** Stored data follows **
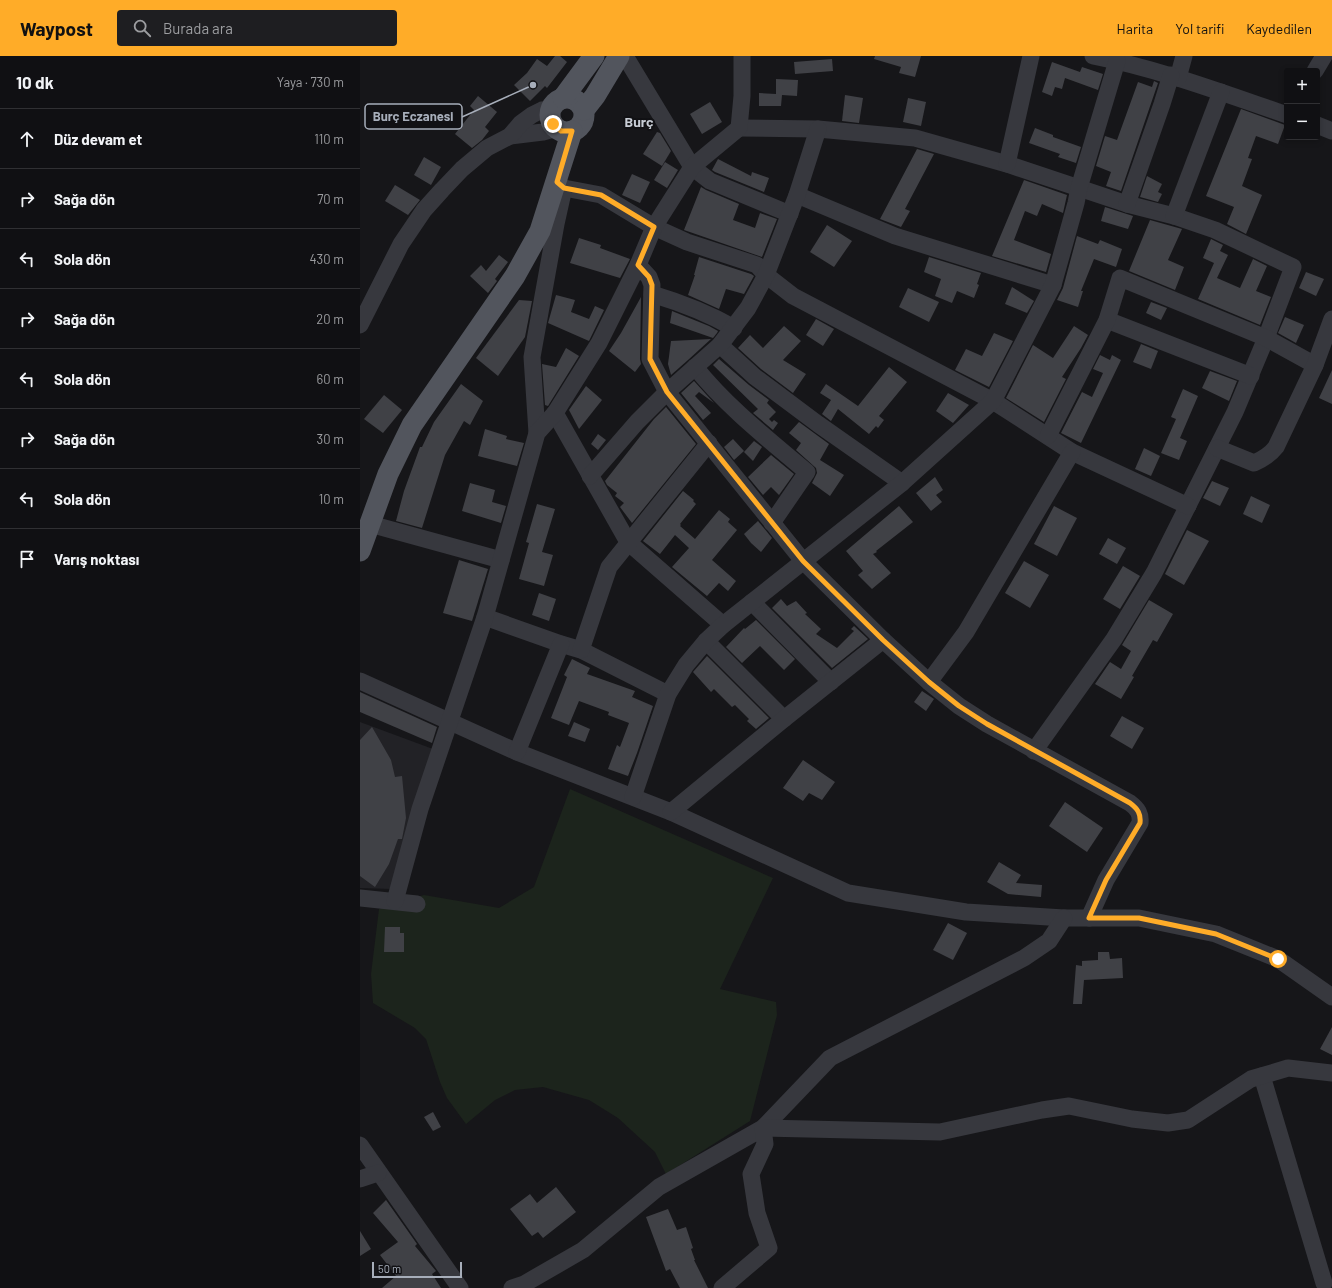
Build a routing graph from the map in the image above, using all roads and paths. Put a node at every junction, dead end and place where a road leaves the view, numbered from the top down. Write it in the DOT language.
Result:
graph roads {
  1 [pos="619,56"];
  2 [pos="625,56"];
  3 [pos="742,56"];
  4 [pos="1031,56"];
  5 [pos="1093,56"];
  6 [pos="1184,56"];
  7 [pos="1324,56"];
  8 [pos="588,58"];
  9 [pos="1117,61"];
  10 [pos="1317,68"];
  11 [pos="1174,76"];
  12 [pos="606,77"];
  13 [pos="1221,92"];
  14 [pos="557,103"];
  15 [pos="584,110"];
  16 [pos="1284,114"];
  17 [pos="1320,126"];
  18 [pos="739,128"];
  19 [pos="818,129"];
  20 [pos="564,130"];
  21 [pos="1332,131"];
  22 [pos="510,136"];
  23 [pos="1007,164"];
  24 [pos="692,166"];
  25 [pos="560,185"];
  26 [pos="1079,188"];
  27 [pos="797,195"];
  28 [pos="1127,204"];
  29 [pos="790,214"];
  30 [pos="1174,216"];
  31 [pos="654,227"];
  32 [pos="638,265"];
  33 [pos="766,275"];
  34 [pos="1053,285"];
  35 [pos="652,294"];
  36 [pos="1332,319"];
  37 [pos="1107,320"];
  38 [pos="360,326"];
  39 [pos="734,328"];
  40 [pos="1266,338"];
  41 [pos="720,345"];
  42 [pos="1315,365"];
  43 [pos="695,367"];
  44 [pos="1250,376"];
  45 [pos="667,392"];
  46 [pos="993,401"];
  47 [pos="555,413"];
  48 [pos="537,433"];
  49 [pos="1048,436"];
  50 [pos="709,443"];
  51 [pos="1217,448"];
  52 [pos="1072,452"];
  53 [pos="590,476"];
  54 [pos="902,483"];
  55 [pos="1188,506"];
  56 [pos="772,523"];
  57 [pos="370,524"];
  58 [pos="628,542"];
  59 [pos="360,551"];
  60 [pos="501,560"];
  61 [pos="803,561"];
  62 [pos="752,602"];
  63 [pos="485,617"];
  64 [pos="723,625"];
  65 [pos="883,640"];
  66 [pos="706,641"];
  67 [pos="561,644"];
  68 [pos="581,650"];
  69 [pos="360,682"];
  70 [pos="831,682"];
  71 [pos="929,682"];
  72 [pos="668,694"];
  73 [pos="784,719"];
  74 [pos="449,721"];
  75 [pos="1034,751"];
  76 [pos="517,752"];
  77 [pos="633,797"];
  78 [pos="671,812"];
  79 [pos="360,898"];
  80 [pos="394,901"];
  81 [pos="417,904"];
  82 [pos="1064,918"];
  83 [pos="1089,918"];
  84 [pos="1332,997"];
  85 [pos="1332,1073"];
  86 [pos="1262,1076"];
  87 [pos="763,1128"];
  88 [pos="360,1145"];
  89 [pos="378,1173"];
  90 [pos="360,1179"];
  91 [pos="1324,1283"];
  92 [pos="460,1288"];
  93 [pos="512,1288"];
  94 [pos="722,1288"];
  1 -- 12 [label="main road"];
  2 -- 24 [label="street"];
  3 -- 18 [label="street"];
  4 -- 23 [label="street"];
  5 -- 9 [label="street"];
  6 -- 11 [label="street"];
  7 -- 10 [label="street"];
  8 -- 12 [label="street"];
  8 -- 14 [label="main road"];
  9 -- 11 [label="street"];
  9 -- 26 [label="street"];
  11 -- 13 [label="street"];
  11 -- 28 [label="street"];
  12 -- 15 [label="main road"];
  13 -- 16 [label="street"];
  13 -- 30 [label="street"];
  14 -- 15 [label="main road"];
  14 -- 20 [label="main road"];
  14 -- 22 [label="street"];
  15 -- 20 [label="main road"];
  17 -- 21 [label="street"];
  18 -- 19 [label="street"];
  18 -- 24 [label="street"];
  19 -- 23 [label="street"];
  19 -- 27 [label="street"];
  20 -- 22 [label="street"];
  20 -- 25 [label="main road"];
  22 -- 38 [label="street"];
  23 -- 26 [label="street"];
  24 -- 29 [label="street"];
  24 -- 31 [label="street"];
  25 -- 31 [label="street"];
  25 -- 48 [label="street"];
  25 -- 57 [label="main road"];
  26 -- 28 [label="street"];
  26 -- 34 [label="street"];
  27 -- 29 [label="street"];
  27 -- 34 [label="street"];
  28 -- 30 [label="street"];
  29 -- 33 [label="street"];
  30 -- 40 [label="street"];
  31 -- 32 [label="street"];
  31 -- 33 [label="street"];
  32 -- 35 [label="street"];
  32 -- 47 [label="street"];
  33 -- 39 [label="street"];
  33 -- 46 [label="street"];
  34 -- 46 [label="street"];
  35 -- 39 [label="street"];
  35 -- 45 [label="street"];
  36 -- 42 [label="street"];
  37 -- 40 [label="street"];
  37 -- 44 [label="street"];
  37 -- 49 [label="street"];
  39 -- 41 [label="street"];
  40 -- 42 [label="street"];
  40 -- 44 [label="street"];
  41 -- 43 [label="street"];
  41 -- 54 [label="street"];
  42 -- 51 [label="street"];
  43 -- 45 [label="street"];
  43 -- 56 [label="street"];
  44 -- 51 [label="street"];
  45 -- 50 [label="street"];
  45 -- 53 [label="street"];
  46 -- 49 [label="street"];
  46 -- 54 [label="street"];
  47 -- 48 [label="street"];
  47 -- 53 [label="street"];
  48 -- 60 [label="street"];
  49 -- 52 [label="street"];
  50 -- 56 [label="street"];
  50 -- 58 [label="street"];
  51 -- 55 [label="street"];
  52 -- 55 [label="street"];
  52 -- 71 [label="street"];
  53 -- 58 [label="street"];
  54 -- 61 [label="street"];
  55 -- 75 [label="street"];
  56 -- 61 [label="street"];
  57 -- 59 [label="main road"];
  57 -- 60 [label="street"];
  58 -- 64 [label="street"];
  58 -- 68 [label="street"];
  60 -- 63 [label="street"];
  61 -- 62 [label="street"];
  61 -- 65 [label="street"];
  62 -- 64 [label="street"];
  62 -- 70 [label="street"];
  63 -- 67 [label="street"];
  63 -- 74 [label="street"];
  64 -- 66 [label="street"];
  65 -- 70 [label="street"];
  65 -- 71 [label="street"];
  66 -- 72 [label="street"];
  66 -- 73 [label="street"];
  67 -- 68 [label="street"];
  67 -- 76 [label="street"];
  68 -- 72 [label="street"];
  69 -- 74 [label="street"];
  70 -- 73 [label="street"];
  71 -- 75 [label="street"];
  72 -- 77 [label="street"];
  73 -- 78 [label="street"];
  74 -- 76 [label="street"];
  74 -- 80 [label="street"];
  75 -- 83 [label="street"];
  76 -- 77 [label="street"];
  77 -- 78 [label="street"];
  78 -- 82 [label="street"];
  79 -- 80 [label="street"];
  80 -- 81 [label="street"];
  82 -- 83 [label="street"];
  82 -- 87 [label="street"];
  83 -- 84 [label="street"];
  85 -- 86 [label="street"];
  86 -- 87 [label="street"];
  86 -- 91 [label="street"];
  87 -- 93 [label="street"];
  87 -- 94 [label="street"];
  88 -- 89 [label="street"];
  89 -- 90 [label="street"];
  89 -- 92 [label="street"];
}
** End of Stored data **
Task instructions:
Word for word, return the records shown above without their pictures.

Answer below:
Build a routing graph from the map in the image above, using all roads and paths. Put a node at every junction, dead end and place where a road leaves the view, numbered from the top down. Write it in the DOT language.
Result:
graph roads {
  1 [pos="619,56"];
  2 [pos="625,56"];
  3 [pos="742,56"];
  4 [pos="1031,56"];
  5 [pos="1093,56"];
  6 [pos="1184,56"];
  7 [pos="1324,56"];
  8 [pos="588,58"];
  9 [pos="1117,61"];
  10 [pos="1317,68"];
  11 [pos="1174,76"];
  12 [pos="606,77"];
  13 [pos="1221,92"];
  14 [pos="557,103"];
  15 [pos="584,110"];
  16 [pos="1284,114"];
  17 [pos="1320,126"];
  18 [pos="739,128"];
  19 [pos="818,129"];
  20 [pos="564,130"];
  21 [pos="1332,131"];
  22 [pos="510,136"];
  23 [pos="1007,164"];
  24 [pos="692,166"];
  25 [pos="560,185"];
  26 [pos="1079,188"];
  27 [pos="797,195"];
  28 [pos="1127,204"];
  29 [pos="790,214"];
  30 [pos="1174,216"];
  31 [pos="654,227"];
  32 [pos="638,265"];
  33 [pos="766,275"];
  34 [pos="1053,285"];
  35 [pos="652,294"];
  36 [pos="1332,319"];
  37 [pos="1107,320"];
  38 [pos="360,326"];
  39 [pos="734,328"];
  40 [pos="1266,338"];
  41 [pos="720,345"];
  42 [pos="1315,365"];
  43 [pos="695,367"];
  44 [pos="1250,376"];
  45 [pos="667,392"];
  46 [pos="993,401"];
  47 [pos="555,413"];
  48 [pos="537,433"];
  49 [pos="1048,436"];
  50 [pos="709,443"];
  51 [pos="1217,448"];
  52 [pos="1072,452"];
  53 [pos="590,476"];
  54 [pos="902,483"];
  55 [pos="1188,506"];
  56 [pos="772,523"];
  57 [pos="370,524"];
  58 [pos="628,542"];
  59 [pos="360,551"];
  60 [pos="501,560"];
  61 [pos="803,561"];
  62 [pos="752,602"];
  63 [pos="485,617"];
  64 [pos="723,625"];
  65 [pos="883,640"];
  66 [pos="706,641"];
  67 [pos="561,644"];
  68 [pos="581,650"];
  69 [pos="360,682"];
  70 [pos="831,682"];
  71 [pos="929,682"];
  72 [pos="668,694"];
  73 [pos="784,719"];
  74 [pos="449,721"];
  75 [pos="1034,751"];
  76 [pos="517,752"];
  77 [pos="633,797"];
  78 [pos="671,812"];
  79 [pos="360,898"];
  80 [pos="394,901"];
  81 [pos="417,904"];
  82 [pos="1064,918"];
  83 [pos="1089,918"];
  84 [pos="1332,997"];
  85 [pos="1332,1073"];
  86 [pos="1262,1076"];
  87 [pos="763,1128"];
  88 [pos="360,1145"];
  89 [pos="378,1173"];
  90 [pos="360,1179"];
  91 [pos="1324,1283"];
  92 [pos="460,1288"];
  93 [pos="512,1288"];
  94 [pos="722,1288"];
  1 -- 12 [label="main road"];
  2 -- 24 [label="street"];
  3 -- 18 [label="street"];
  4 -- 23 [label="street"];
  5 -- 9 [label="street"];
  6 -- 11 [label="street"];
  7 -- 10 [label="street"];
  8 -- 12 [label="street"];
  8 -- 14 [label="main road"];
  9 -- 11 [label="street"];
  9 -- 26 [label="street"];
  11 -- 13 [label="street"];
  11 -- 28 [label="street"];
  12 -- 15 [label="main road"];
  13 -- 16 [label="street"];
  13 -- 30 [label="street"];
  14 -- 15 [label="main road"];
  14 -- 20 [label="main road"];
  14 -- 22 [label="street"];
  15 -- 20 [label="main road"];
  17 -- 21 [label="street"];
  18 -- 19 [label="street"];
  18 -- 24 [label="street"];
  19 -- 23 [label="street"];
  19 -- 27 [label="street"];
  20 -- 22 [label="street"];
  20 -- 25 [label="main road"];
  22 -- 38 [label="street"];
  23 -- 26 [label="street"];
  24 -- 29 [label="street"];
  24 -- 31 [label="street"];
  25 -- 31 [label="street"];
  25 -- 48 [label="street"];
  25 -- 57 [label="main road"];
  26 -- 28 [label="street"];
  26 -- 34 [label="street"];
  27 -- 29 [label="street"];
  27 -- 34 [label="street"];
  28 -- 30 [label="street"];
  29 -- 33 [label="street"];
  30 -- 40 [label="street"];
  31 -- 32 [label="street"];
  31 -- 33 [label="street"];
  32 -- 35 [label="street"];
  32 -- 47 [label="street"];
  33 -- 39 [label="street"];
  33 -- 46 [label="street"];
  34 -- 46 [label="street"];
  35 -- 39 [label="street"];
  35 -- 45 [label="street"];
  36 -- 42 [label="street"];
  37 -- 40 [label="street"];
  37 -- 44 [label="street"];
  37 -- 49 [label="street"];
  39 -- 41 [label="street"];
  40 -- 42 [label="street"];
  40 -- 44 [label="street"];
  41 -- 43 [label="street"];
  41 -- 54 [label="street"];
  42 -- 51 [label="street"];
  43 -- 45 [label="street"];
  43 -- 56 [label="street"];
  44 -- 51 [label="street"];
  45 -- 50 [label="street"];
  45 -- 53 [label="street"];
  46 -- 49 [label="street"];
  46 -- 54 [label="street"];
  47 -- 48 [label="street"];
  47 -- 53 [label="street"];
  48 -- 60 [label="street"];
  49 -- 52 [label="street"];
  50 -- 56 [label="street"];
  50 -- 58 [label="street"];
  51 -- 55 [label="street"];
  52 -- 55 [label="street"];
  52 -- 71 [label="street"];
  53 -- 58 [label="street"];
  54 -- 61 [label="street"];
  55 -- 75 [label="street"];
  56 -- 61 [label="street"];
  57 -- 59 [label="main road"];
  57 -- 60 [label="street"];
  58 -- 64 [label="street"];
  58 -- 68 [label="street"];
  60 -- 63 [label="street"];
  61 -- 62 [label="street"];
  61 -- 65 [label="street"];
  62 -- 64 [label="street"];
  62 -- 70 [label="street"];
  63 -- 67 [label="street"];
  63 -- 74 [label="street"];
  64 -- 66 [label="street"];
  65 -- 70 [label="street"];
  65 -- 71 [label="street"];
  66 -- 72 [label="street"];
  66 -- 73 [label="street"];
  67 -- 68 [label="street"];
  67 -- 76 [label="street"];
  68 -- 72 [label="street"];
  69 -- 74 [label="street"];
  70 -- 73 [label="street"];
  71 -- 75 [label="street"];
  72 -- 77 [label="street"];
  73 -- 78 [label="street"];
  74 -- 76 [label="street"];
  74 -- 80 [label="street"];
  75 -- 83 [label="street"];
  76 -- 77 [label="street"];
  77 -- 78 [label="street"];
  78 -- 82 [label="street"];
  79 -- 80 [label="street"];
  80 -- 81 [label="street"];
  82 -- 83 [label="street"];
  82 -- 87 [label="street"];
  83 -- 84 [label="street"];
  85 -- 86 [label="street"];
  86 -- 87 [label="street"];
  86 -- 91 [label="street"];
  87 -- 93 [label="street"];
  87 -- 94 [label="street"];
  88 -- 89 [label="street"];
  89 -- 90 [label="street"];
  89 -- 92 [label="street"];
}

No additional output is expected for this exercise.